You also have a problem: A shiny new Boeing 747 has caught your eye and you need to know whether your pile of checks represents enough money to pay for it. That problem is easy to solve, since all you need to do is to add up the amounts of the checks. But you also have a more pressing problem: Do you have enough time to sum up your checks before the 747 dealer closes for the day?

Being a Famous Computer Scientist, you know something that few others know: that you have to sort the checks, smallest to largest, before you can add them up.

A digression: That is the lowest form of computer science humor, a somewhat obscure reference to a painful fact about computing hardware. In this case the problem is that numbers such as $3141.59, $100000.00, and $2.57 are represented by the computer as floating point numbers. Floating point numbers are effectively represented in scientific or exponential notation, such as 3.14159 * 10^3, 1.0000000 * 10^5, or 2.57 * 10^0. The computer, however, only allocates a certain number of digits for each number, as if instead of using one digit to the left of the decimal point in the exponential notation followed by further digits to the right, it only had 3 (or 6 or 8) to the left of the decimal and no digits to the right. That would mean that 3141.59 would be represented in the computer as 314*10^1, 100000.00 as 100*10^3, and 2.57 as 257*10-2.

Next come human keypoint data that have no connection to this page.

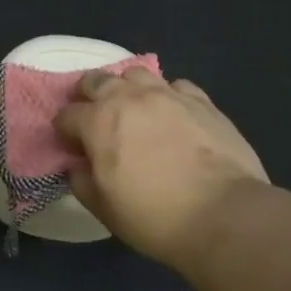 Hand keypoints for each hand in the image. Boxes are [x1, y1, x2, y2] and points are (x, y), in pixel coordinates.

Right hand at [54, 68, 269, 266]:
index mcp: (97, 121)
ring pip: (135, 74)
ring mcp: (167, 94)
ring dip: (127, 88)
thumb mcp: (104, 209)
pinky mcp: (201, 100)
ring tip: (134, 109)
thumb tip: (77, 167)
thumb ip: (82, 182)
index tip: (72, 147)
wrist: (224, 214)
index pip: (66, 115)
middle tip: (95, 118)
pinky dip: (168, 96)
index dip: (65, 131)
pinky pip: (176, 86)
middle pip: (96, 81)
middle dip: (88, 96)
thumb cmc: (155, 216)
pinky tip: (173, 115)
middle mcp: (128, 97) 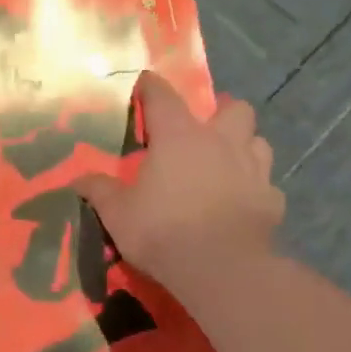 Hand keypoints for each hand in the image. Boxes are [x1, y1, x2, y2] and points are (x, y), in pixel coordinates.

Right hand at [74, 71, 284, 294]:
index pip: (163, 96)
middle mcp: (221, 142)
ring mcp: (253, 170)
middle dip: (222, 112)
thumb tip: (77, 179)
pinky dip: (255, 189)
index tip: (145, 82)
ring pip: (259, 142)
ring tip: (228, 163)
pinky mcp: (272, 200)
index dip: (152, 86)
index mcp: (179, 136)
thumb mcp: (117, 213)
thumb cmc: (162, 230)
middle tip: (205, 130)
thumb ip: (100, 190)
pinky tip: (243, 203)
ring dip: (245, 146)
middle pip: (235, 108)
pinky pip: (267, 185)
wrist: (221, 269) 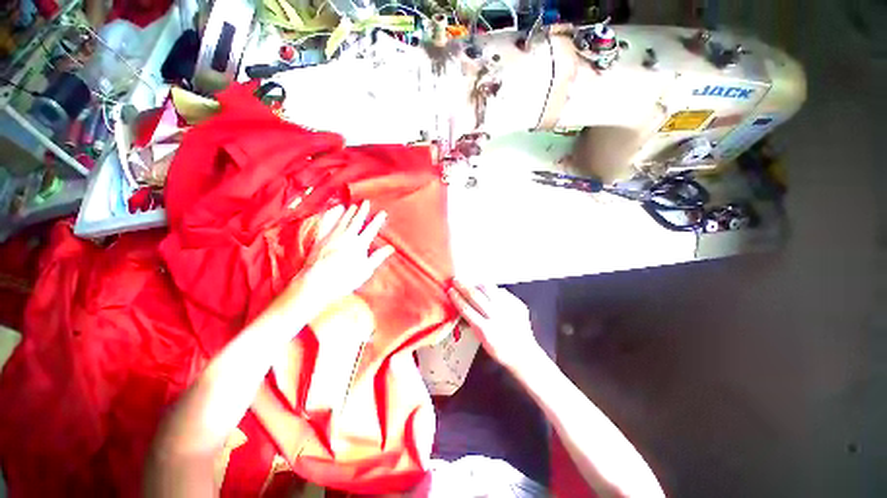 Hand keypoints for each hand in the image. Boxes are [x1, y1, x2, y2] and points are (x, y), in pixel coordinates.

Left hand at [293, 201, 394, 312]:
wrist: (317, 282)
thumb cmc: (345, 279)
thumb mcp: (366, 270)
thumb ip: (378, 257)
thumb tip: (391, 248)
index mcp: (359, 244)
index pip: (371, 229)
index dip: (377, 220)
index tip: (382, 212)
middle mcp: (346, 237)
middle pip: (356, 221)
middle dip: (362, 211)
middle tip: (365, 201)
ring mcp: (332, 237)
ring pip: (343, 221)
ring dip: (348, 212)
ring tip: (352, 205)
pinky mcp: (320, 239)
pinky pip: (327, 225)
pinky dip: (331, 217)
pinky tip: (332, 213)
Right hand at [448, 281, 541, 369]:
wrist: (524, 353)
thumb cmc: (500, 350)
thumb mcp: (482, 341)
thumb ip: (472, 323)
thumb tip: (461, 308)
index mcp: (486, 331)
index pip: (467, 310)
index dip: (457, 298)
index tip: (450, 291)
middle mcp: (498, 318)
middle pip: (476, 296)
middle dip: (464, 286)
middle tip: (456, 280)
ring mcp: (509, 309)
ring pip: (489, 289)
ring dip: (477, 285)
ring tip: (472, 284)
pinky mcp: (517, 304)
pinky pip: (501, 291)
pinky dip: (492, 290)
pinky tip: (488, 292)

Adding floating point numbers is a multi-step process: the computer first adjusts the numbers so the exponents are the same, then adds the values. But 257^10-2 added to 100*10^3 becomes 0*10^3 or 0.0 when adjusted, so 2.57 + 100000.00 equals 100000.00.

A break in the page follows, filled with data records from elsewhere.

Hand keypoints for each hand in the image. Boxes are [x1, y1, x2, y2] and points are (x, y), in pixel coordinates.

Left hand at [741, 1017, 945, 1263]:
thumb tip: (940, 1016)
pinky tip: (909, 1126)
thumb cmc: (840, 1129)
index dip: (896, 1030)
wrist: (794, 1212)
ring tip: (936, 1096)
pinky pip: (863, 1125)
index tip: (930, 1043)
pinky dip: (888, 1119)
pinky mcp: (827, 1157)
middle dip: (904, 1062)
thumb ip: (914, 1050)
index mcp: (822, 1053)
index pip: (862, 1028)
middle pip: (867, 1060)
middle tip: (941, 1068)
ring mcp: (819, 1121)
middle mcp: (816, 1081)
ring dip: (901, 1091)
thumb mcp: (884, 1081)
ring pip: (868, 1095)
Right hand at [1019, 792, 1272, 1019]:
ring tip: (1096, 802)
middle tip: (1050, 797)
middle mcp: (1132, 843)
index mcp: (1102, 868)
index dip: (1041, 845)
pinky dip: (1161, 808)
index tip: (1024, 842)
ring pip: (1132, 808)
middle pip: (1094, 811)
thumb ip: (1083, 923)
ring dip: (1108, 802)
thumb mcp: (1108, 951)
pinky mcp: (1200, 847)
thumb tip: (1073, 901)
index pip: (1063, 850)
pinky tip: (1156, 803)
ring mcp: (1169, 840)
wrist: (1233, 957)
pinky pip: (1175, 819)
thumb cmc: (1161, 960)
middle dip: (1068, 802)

To help mitigate that loss of precision, you need to sort your numbers from smaller to larger before you add them, in hopes that the small numbers will add up to something large enough to avoid completely disappearing when you add the sum to the larger numbers.

There is a discipline dedicated those kind of painful problems, called numerical analysis. Unfortunately, I am supremely unqualified to talk about that discipline, so I shall just quote another Famous Computer Scientist, Edsger W. Dijkstra: End of digression.

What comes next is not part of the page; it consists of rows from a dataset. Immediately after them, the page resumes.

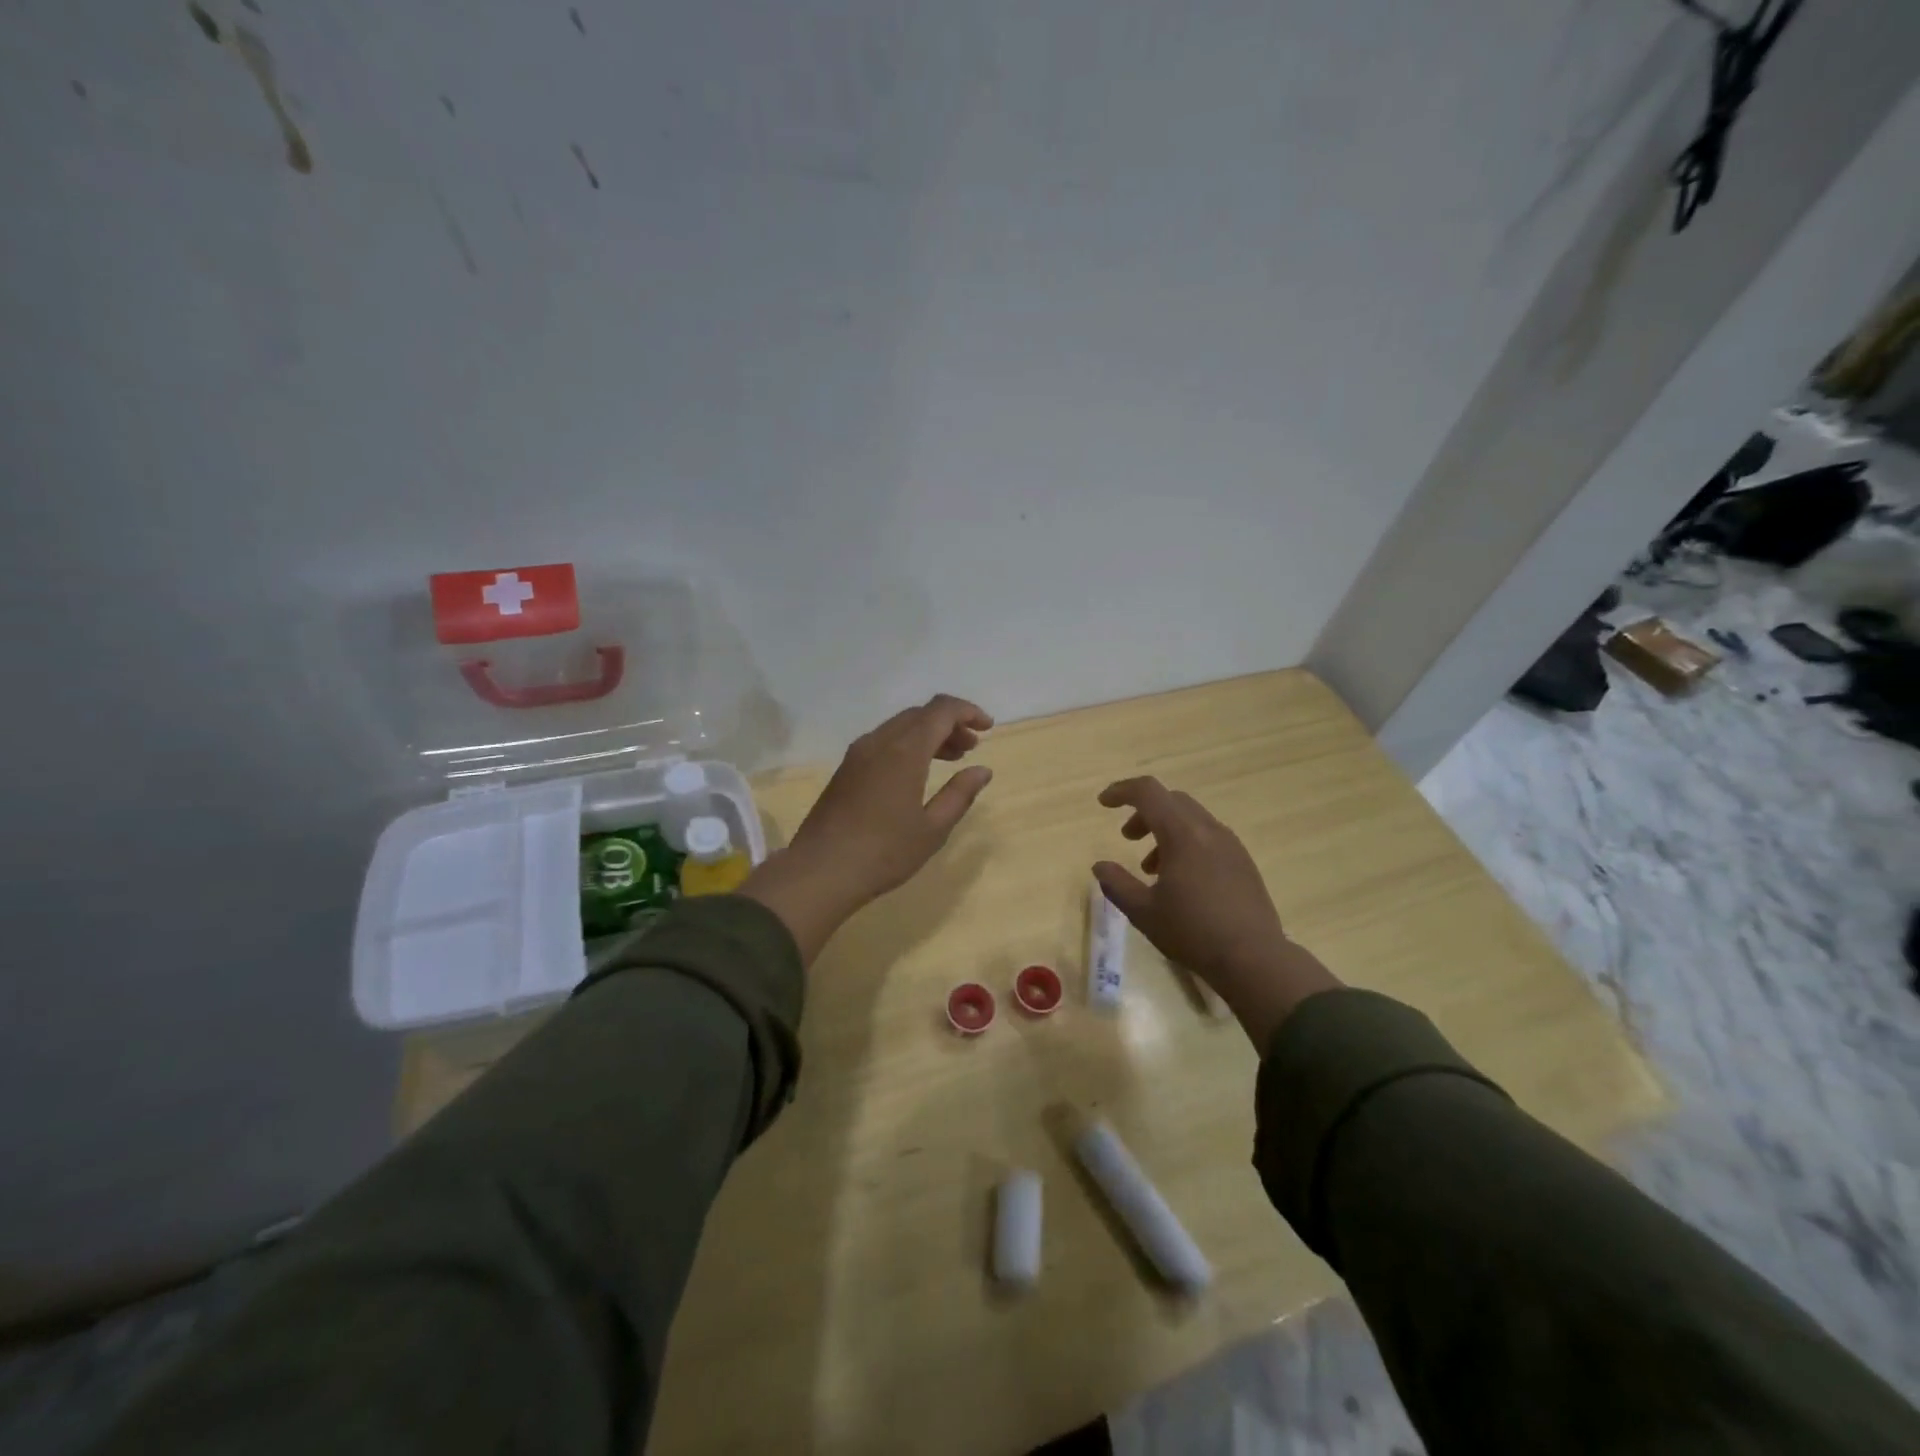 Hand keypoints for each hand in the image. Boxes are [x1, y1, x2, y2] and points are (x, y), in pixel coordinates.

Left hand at [742, 695, 993, 963]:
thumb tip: (982, 770)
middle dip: (950, 723)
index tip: (988, 728)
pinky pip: (883, 741)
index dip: (968, 711)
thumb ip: (960, 794)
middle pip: (920, 714)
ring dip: (928, 734)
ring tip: (951, 759)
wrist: (820, 871)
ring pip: (900, 726)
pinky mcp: (846, 769)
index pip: (941, 710)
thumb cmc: (884, 853)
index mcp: (904, 750)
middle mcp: (879, 741)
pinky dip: (907, 745)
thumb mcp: (932, 829)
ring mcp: (858, 754)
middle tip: (971, 747)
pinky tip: (917, 772)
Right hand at [1094, 777, 1340, 1048]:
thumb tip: (1100, 866)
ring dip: (1165, 831)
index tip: (1103, 803)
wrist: (1254, 959)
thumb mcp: (1143, 912)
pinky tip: (1181, 880)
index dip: (1122, 791)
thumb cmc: (1193, 933)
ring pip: (1191, 819)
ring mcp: (1230, 844)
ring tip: (1151, 868)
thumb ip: (1117, 884)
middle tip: (1127, 837)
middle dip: (1144, 812)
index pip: (1148, 792)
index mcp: (1182, 834)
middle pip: (1171, 801)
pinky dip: (1186, 843)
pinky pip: (1208, 837)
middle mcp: (1208, 830)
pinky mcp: (1243, 862)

The bottom line here is that you need to sort your pile of checks before you can add them together, and you need to know how long it will take to sort them to decide whether you can buy your new bird today or not.

At this point, as a Famous Computer Scientist myself, I am going to use a very snazzy computer science trick to avoid having to continually talk about checks and 747s: abstraction. [1] I will throw away all the irrelevant details, including the 747 dealer (who wants to go home now anyway) and in fact both the numbers and the addition operation, and state the problem this way: you have a list of things that you need to sort, and you want to know how long it will take. The only operation you have on the things is to compare two and ask, "Is this one smaller than that one?"

Algorithm behavior

Sorting is a fundamental computer science problem and is well studied. There are many, many algorithms known for sorting. (The algorithm is fundamental to computer science. If you have a program, it is made up of code written by a programmer. The code implements one or, more likely, many algorithms. An algorithm is a high-level, general, abstract description of a process, while the code is the details; the low-level, concrete, specific description of the process plus a huge bundle of other trivia.)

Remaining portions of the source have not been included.